With this release, the Engegard Quartet completes its recordings of the six string quartets that Wolfgang Amadeus Mozart dedicated to his paternal friend Joseph Haydn.
Written in Vienna in Mozart's "mature" years from age 25 until he died at 36 years old in 1791 they are a gift to a friend that hardly has its equal.
He worked on them alongside many other works from 1782 to 1785 and proudly presented them to friends and colleagues, often in his own home. His own son believed he would have become immortal had he written nothing else.
Mozart was himself a remarkable violinist and violist. His father Leopold made him aware that being as brilliant a violinist as pianist was simply a matter of will. There are solo passages in his divertimenti requiring exceptional virtuosity on the part of the concertmaster, passages he very likely performed himself. He played the quartets with some of Vienna's best musicians.

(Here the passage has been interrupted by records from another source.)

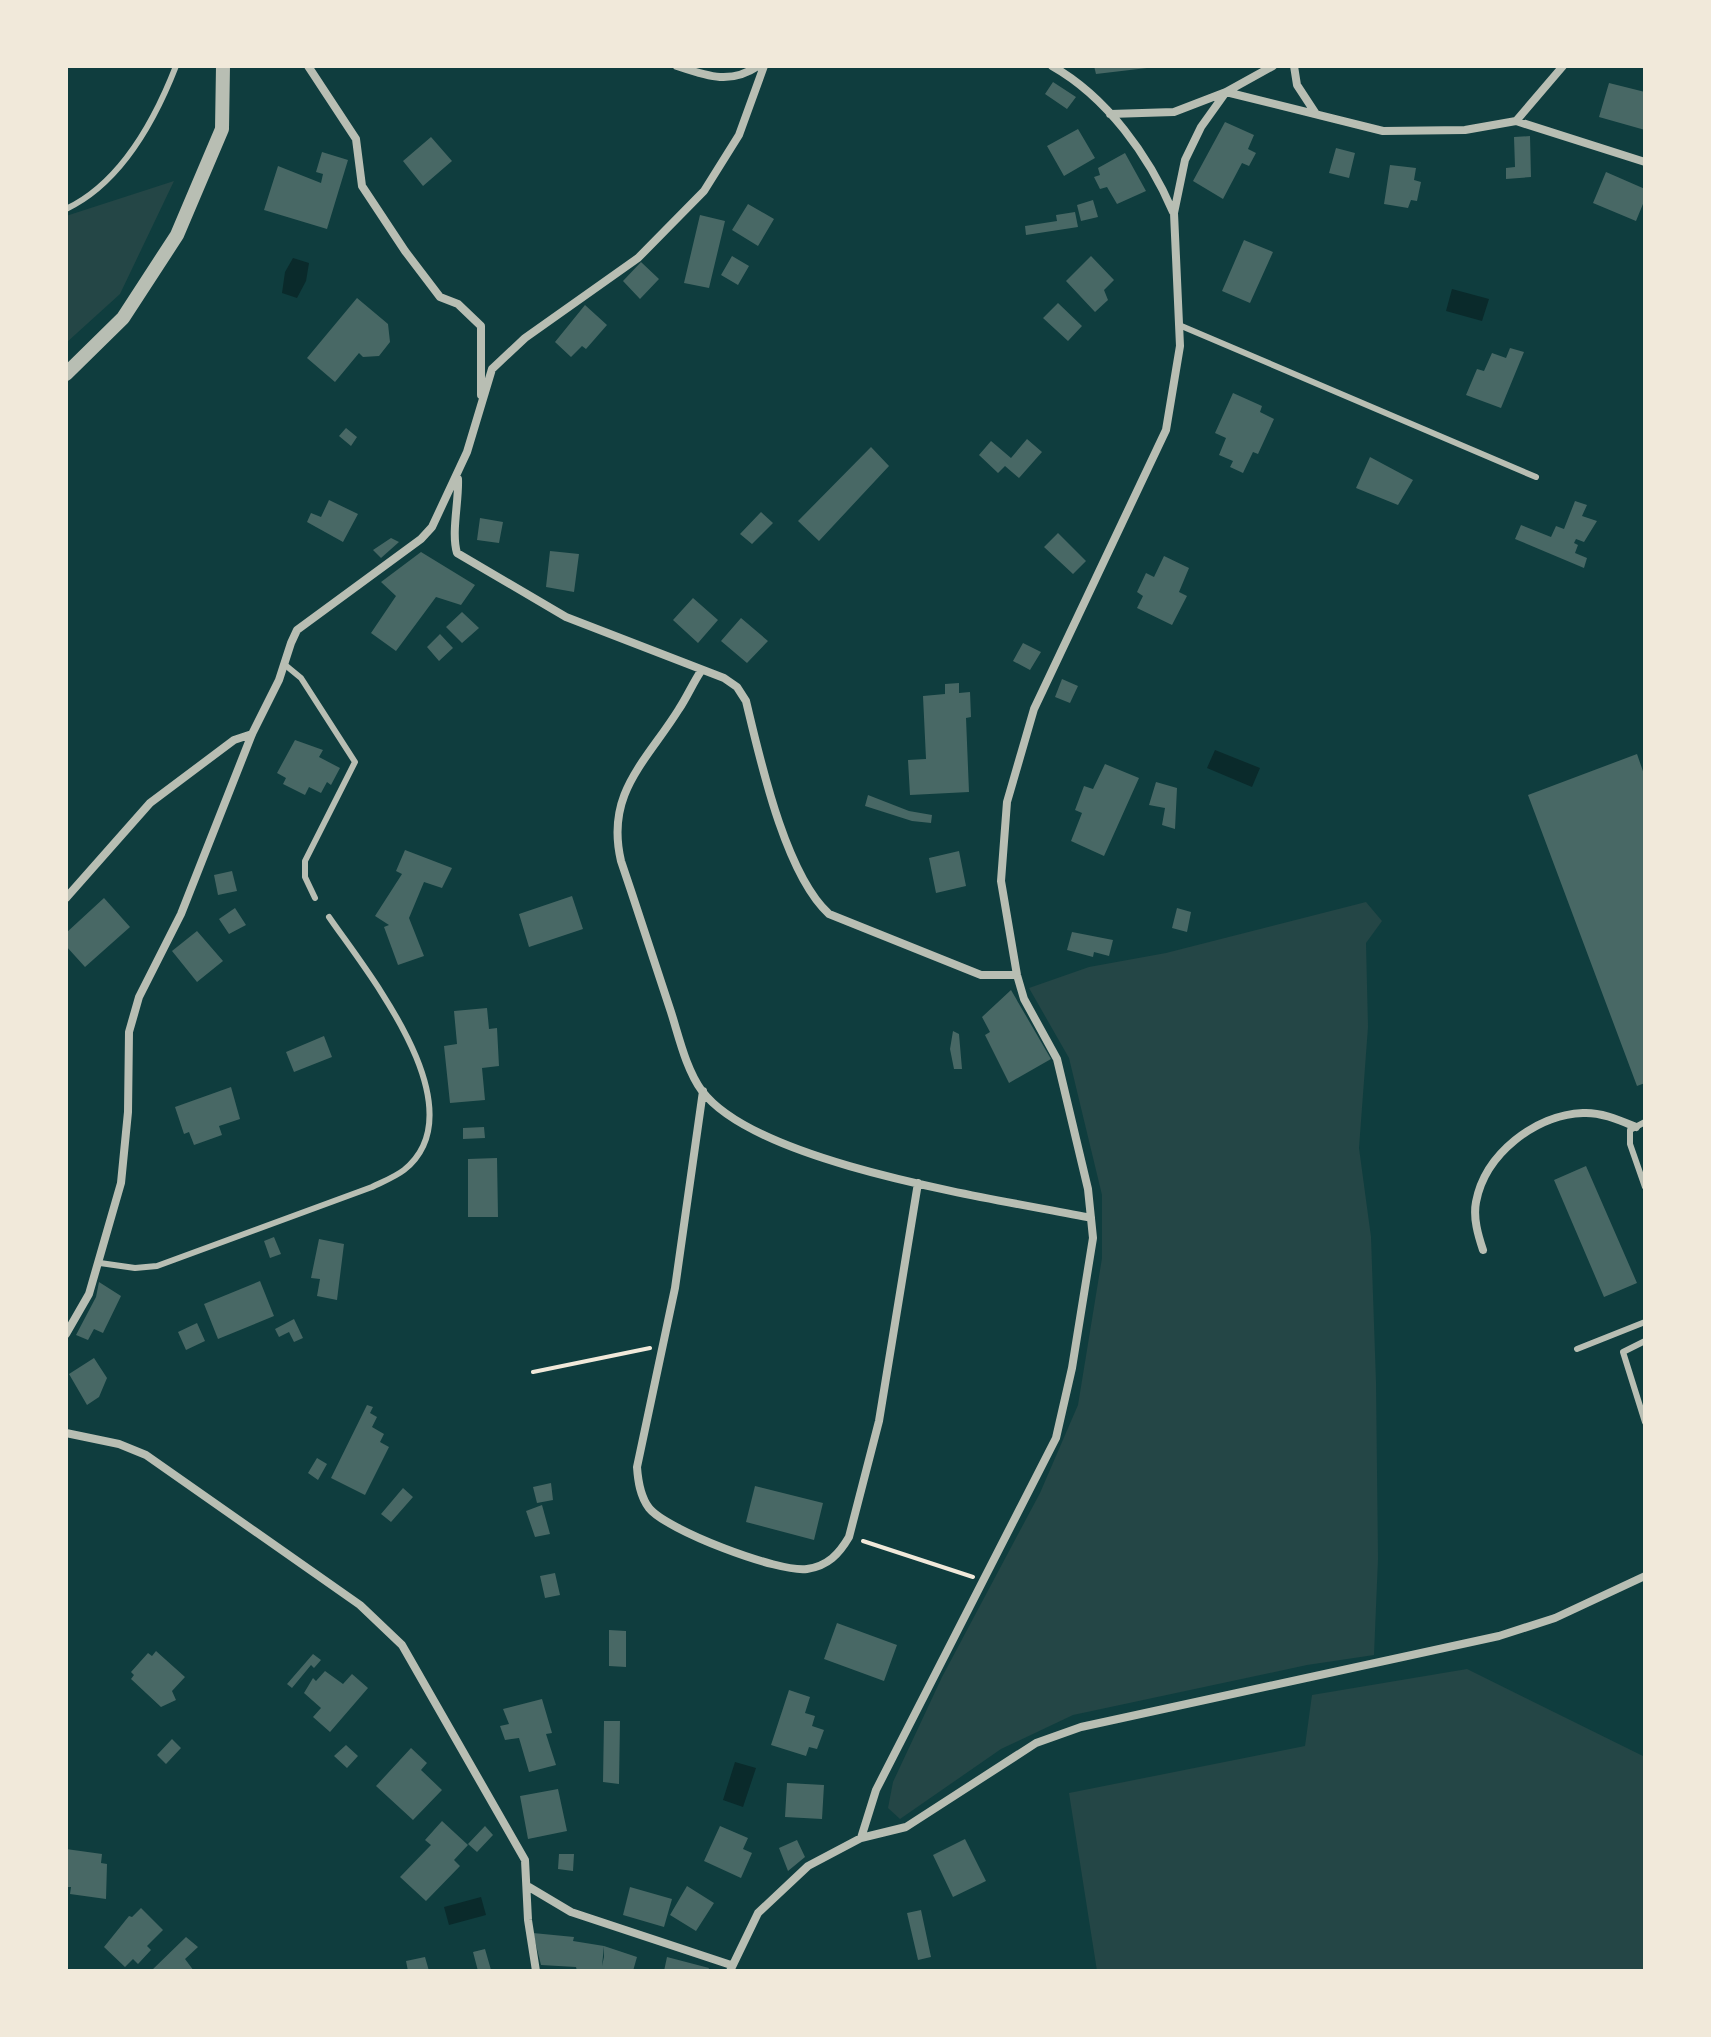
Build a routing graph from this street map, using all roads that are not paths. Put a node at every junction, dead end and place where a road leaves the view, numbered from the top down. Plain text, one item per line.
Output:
1 (176, 66) edge
2 (223, 66) edge
3 (308, 66) edge
4 (677, 66) edge
5 (758, 66) edge
6 (764, 66) edge
7 (1052, 66) edge
8 (1273, 66) edge
9 (1294, 66) edge
10 (1563, 66) edge
11 (1226, 92) junction
12 (1110, 114) junction
13 (1317, 115) junction
14 (1516, 121) junction
15 (1645, 162) edge
16 (66, 209) edge
17 (1174, 213) junction
18 (1179, 325) junction
19 (66, 374) edge
20 (480, 408) junction
21 (457, 474) junction
22 (1536, 477) dead end
23 (284, 664) junction
24 (701, 671) junction
25 (252, 734) junction
26 (66, 898) edge
27 (315, 898) dead end
28 (329, 917) dead end
29 (1017, 975) junction
30 (703, 1091) junction
31 (1640, 1124) edge
32 (918, 1183) junction
33 (1645, 1187) edge
34 (1091, 1218) junction
35 (1483, 1250) dead end
36 (100, 1263) junction
37 (1645, 1322) edge
38 (66, 1334) edge
39 (1645, 1341) edge
40 (1577, 1349) dead end
41 (1642, 1400) edge
42 (1645, 1422) edge
43 (66, 1433) edge
44 (1645, 1576) edge
45 (861, 1838) junction
46 (529, 1887) junction
47 (731, 1968) edge
48 (536, 1971) edge

1 - 16 lane
2 - 19 street
3 - 20 street
4 - 5 street
6 - 20 street
7 - 12 street
8 - 11 street
9 - 13 street
10 - 14 street
11 - 12 street
11 - 13 street
11 - 17 street
12 - 17 street
13 - 14 street
14 - 15 street
17 - 18 street
18 - 22 lane
18 - 29 street
20 - 21 street
21 - 23 street
21 - 24 street
23 - 25 street
23 - 27 lane
24 - 29 street
24 - 30 street
25 - 26 street
25 - 36 street
28 - 36 lane
29 - 34 street
30 - 32 street
30 - 32 street
31 - 33 lane
31 - 35 street
32 - 34 street
34 - 45 street
36 - 38 street
37 - 40 lane
39 - 41 lane
41 - 42 lane
43 - 46 street
44 - 45 street
45 - 47 street
46 - 47 street
46 - 48 street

Joseph Haydn, himself an able violinist, was among them.
The level of sound was weaker than that of the Engegard Quartet. The instruments had sensitive gut strings, and the rather straight bow had fewer horsehairs than today. In addition, with probably less string tension, the instruments had a gentler feel, and the playing technique was somewhat different.
The notation of Mozart's "Haydn quartets" is very precise and remarkably detailed; does this mean that one never strayed from the text? The earliest musician for whom we have recordings pianist Carl Reinecke, born in 1824 treats Mozart's text very freely, and Mozart himself was known for his brilliant spontaneity.